Among the 4 patients reported in the poster to have failed nelfinavir, 3 responded (HIV RNA <400 copies/ml) with persistence to a median of 33 weeks. The median viral load at the time of switching therapy for the responders was 9,150 copies/ml. The one non-responder had a median viral load of 40,150 copies/ml at the time of switching therapy. NRTIs were switched in all patients.

Dr Gallant feels the longer you stay on therapy after resistance develops more mutations develop and more cross-resistance develops. The lower your viral load at the time of switching therapy the more likely you are to respond well. Although the data reported here is not statistically significant, the preliminary results are consistent with what we know about protease inhibitor resistance and cross-resistance.

Part 10. Salvage Therapy: Viral Load Responses to RTV/SQV Regimen in Persons Who Previously Failed Nelfinavir Regimen

P Tebas and others reported follow-up data from a previous report at ICAAC in September ‘97. 26 patients who failed a nelfinavir regimen in nelfinavir study #511 or #506 were enrolled in this study and received RTV/SQV/d4T/3TC. Study #511 was for treatment naive individuals and they received NFV+AZT/3TC. Participants in study #506 received d4T+NFV, and individuals in 506 had prior NRTI and delavirdine experience. Of the 26 enrollees in this study, 21 were from 506 and 5 were from 511. They had been exposed to a median of prior NFV treatment of 55 weeks (23-82) before enrolling in this salvage trial. The mean time spent on NFV with detectable viral load is 48 weeks. Obviously, individuals remained on NFV despite failure for a prolonged period. The investigators reported that baseline viral load for the non-responders was 80,692 while it was 42,230 copies/ml for the responders to the salvage therapy, and they said a higher baseline viral load may increase the risk of failure to this regimen. The mean CD4 count at baseline was 222 (range 82-448).

The authors said that NFV failure was associated with the following mutations: D30N in conjunction with M36I, A71V, and N88D. Other mutations can be detected using a more sensitive assay. Following is a table reported by the investigators summarizing the protease changes at entry to this study.
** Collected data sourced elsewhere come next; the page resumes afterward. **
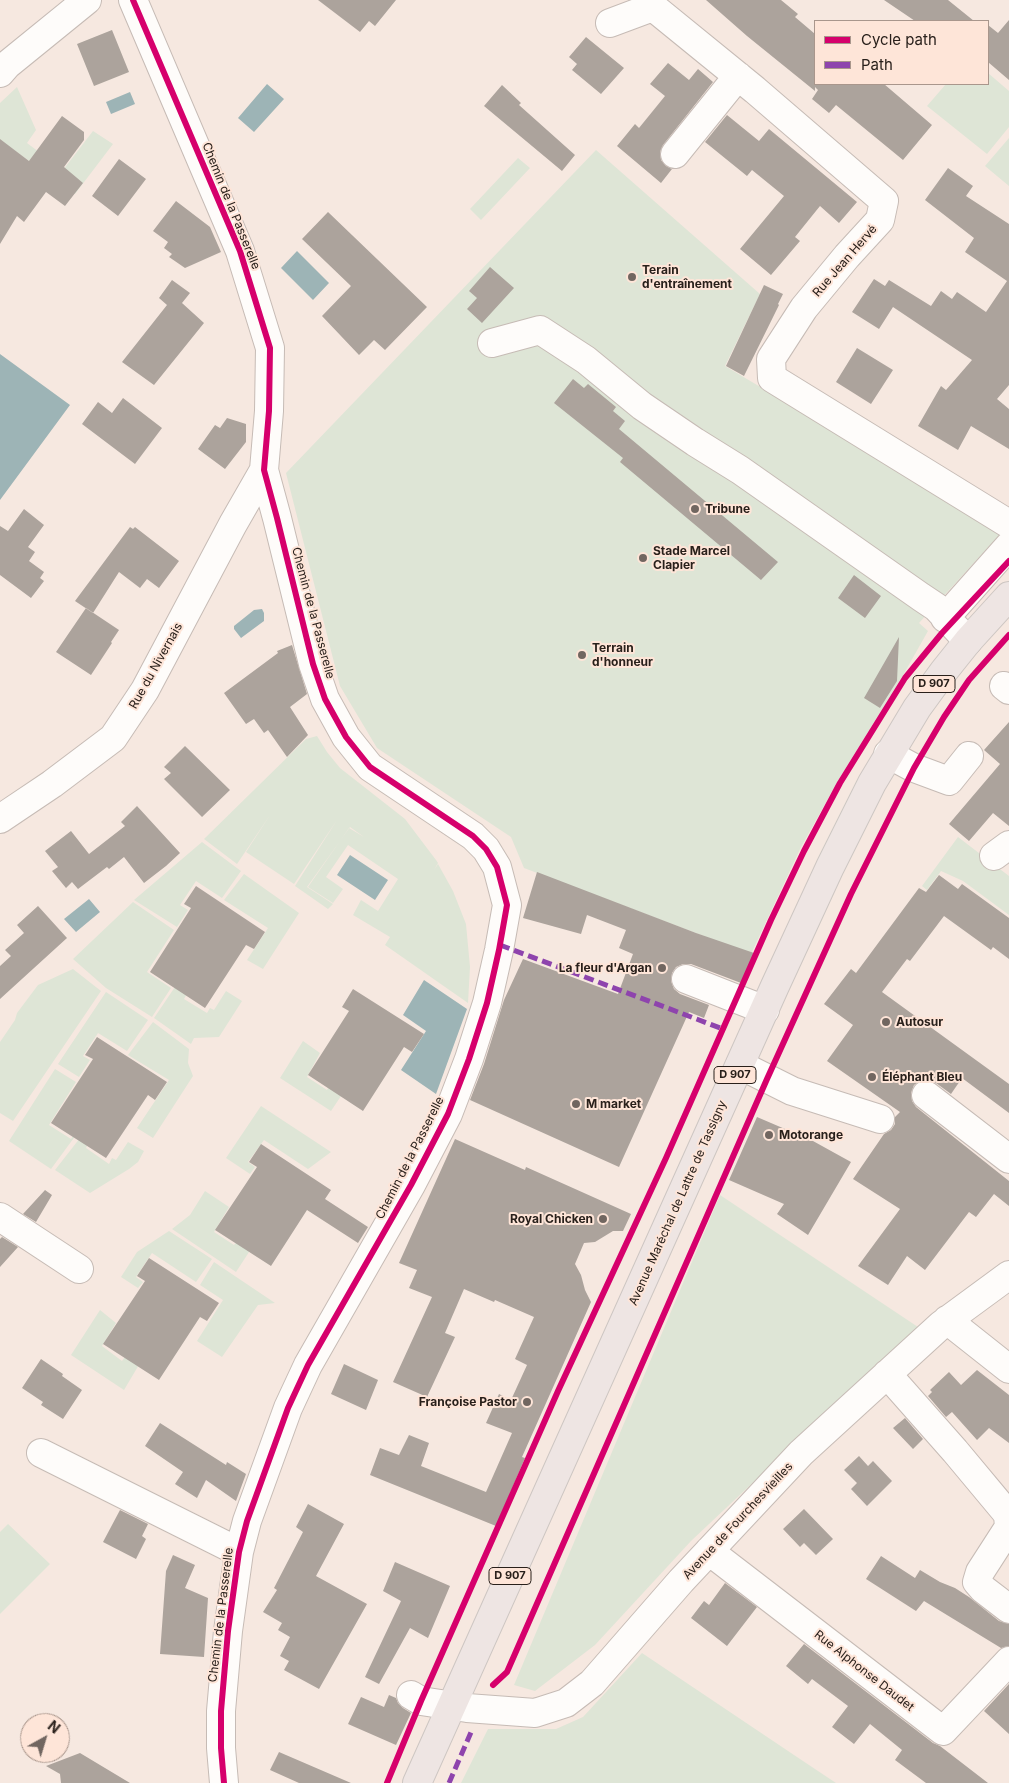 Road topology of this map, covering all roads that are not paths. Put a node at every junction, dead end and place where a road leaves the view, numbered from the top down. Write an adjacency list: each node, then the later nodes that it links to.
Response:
1 (87, 0): 4 (street)
2 (133, 0): 8 (street, Chemin de la Passerelle)
3 (610, 23): 5 (street, Rue Jean Hervé)
4 (2, 67)
5 (738, 76): 6 (street); 9 (street, Rue Jean Hervé)
6 (675, 154)
7 (492, 343): 12 (street)
8 (264, 470): 16 (street, Rue du Nivernais); 32 (street, Chemin de la Passerelle)
9 (1009, 524)
10 (1009, 546): 12 (street)
11 (1009, 596): 13 (main road, Avenue Maréchal de Lattre de Tassigny / D 907)
12 (945, 618): 13 (street)
13 (968, 641): 14 (main road, Avenue Maréchal de Lattre de Tassigny / D 907)
14 (888, 754): 15 (street); 18 (main road, Avenue Maréchal de Lattre de Tassigny / D 907)
15 (969, 756)
16 (0, 819)
17 (686, 978): 18 (street)
18 (764, 1010): 19 (main road, Avenue Maréchal de Lattre de Tassigny / D 907)
19 (740, 1065): 21 (street); 36 (main road, Avenue Maréchal de Lattre de Tassigny / D 907)
20 (926, 1095): 22 (street)
21 (880, 1119)
22 (1009, 1159)
23 (0, 1217): 24 (street)
24 (79, 1269)
25 (1009, 1275): 26 (street, Avenue de Fourchesvieilles)
26 (947, 1320): 27 (street); 28 (street, Avenue de Fourchesvieilles)
27 (1009, 1369)
28 (888, 1374): 30 (street); 31 (street, Avenue de Fourchesvieilles)
29 (41, 1453): 32 (street)
30 (1008, 1522): 33 (street)
31 (709, 1551): 34 (street, Rue Alphonse Daudet); 36 (street, Avenue de Fourchesvieilles)
32 (239, 1552): 37 (street, Chemin de la Passerelle)
33 (1009, 1609)
34 (1009, 1661)
35 (411, 1695): 36 (street, Avenue de Fourchesvieilles)
36 (452, 1705): 38 (main road, Avenue Maréchal de Lattre de Tassigny / D 907)
37 (224, 1783)
38 (417, 1783)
Table 16. Table Summarizing Protease Changes 

 

Regular sequencing

 

Multiple Clones

 
 

Prior to NFV

After NFV

Prior to NFV

After NFV

D30N

0/18

13/18 (72%)

ND

10/18 (56%)

L90M

1/18 (6%)

5/18 (28%)

ND

7/18 (39%)

L63P

12/18 (67%)

15/18 (83%)

ND

12/18 (67%)

M36I

3/18 (17%)

9/18 (50%)

ND

8/18 (44%)

V77I

5/18 (28%)

8/18 (44%)

ND

10/18 (56%)

I84V

0/18

0/18

ND

1/18 (5%)

Results

Two patients quit the study during the first two weeks due GI intolerance. 24 continue in the study and 19 reached 6 months at the time of this report. Previously reported was that 6/7 had <500 copies/ml at week 16, and 2 of those 6 had <40 copies/ml(Ultrasensitive PCR). At week 24, 68% (13/19) had <500 copies/ml. The investigators also reported that at weeks 32 and 40, 5/8 (62.5%) and 2/3 (66%) had <500 copies/ml., respectively. They reported that 9/13 did not have a baseline L90M mutation, while 3/5 had the L90M at baseline. Although its not statistically significant, they said there was no apparent relationship between failure due to resistance and the presence of L90M. The investigators said they still need to establish the durability of this regimen beyond 24 weeks.